[EXCERPTED DATA]

Segment Open

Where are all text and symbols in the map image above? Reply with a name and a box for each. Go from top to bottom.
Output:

Segment Closed
Segment Open

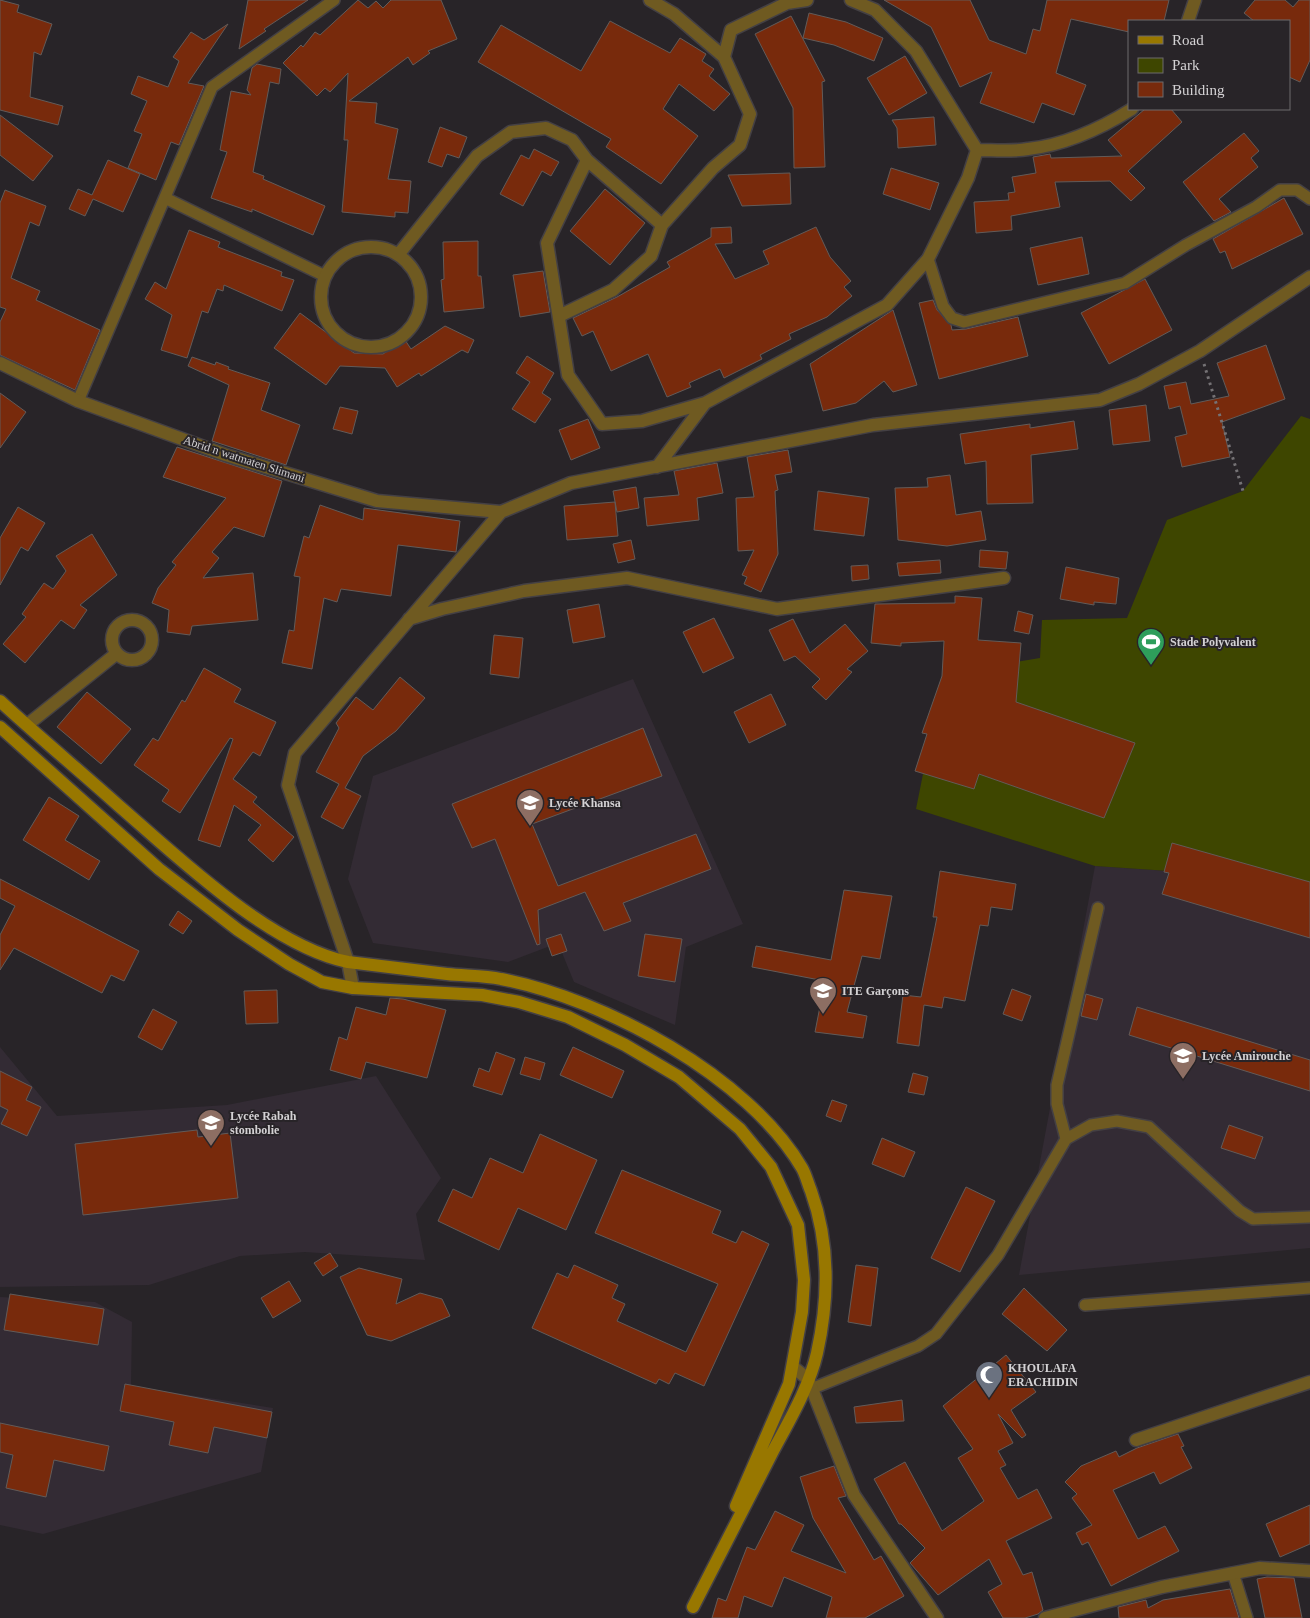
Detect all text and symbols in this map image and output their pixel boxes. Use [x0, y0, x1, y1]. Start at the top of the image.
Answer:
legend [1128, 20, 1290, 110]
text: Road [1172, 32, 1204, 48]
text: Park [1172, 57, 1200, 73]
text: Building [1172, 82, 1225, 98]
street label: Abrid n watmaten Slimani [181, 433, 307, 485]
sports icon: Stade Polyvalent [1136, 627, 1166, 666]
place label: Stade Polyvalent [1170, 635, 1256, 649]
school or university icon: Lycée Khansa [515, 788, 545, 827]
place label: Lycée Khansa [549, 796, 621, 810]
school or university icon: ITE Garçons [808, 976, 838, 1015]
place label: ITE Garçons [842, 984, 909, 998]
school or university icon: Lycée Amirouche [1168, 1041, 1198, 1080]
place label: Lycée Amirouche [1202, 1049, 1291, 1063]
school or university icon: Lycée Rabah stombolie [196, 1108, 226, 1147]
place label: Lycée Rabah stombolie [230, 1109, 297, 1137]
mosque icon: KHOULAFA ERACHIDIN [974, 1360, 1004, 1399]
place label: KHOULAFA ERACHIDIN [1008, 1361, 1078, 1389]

Segment Closed

Working from the entries above, find every line in which the word "image" occurs and copy it.

[WRITTEN ANSWER]
Where are all text and symbols in the map image above? Reply with a name and a box for each. Go from top to bottom.
Detect all text and symbols in this map image and output their pixel boxes. Use [x0, y0, x1, y1]. Start at the top of the image.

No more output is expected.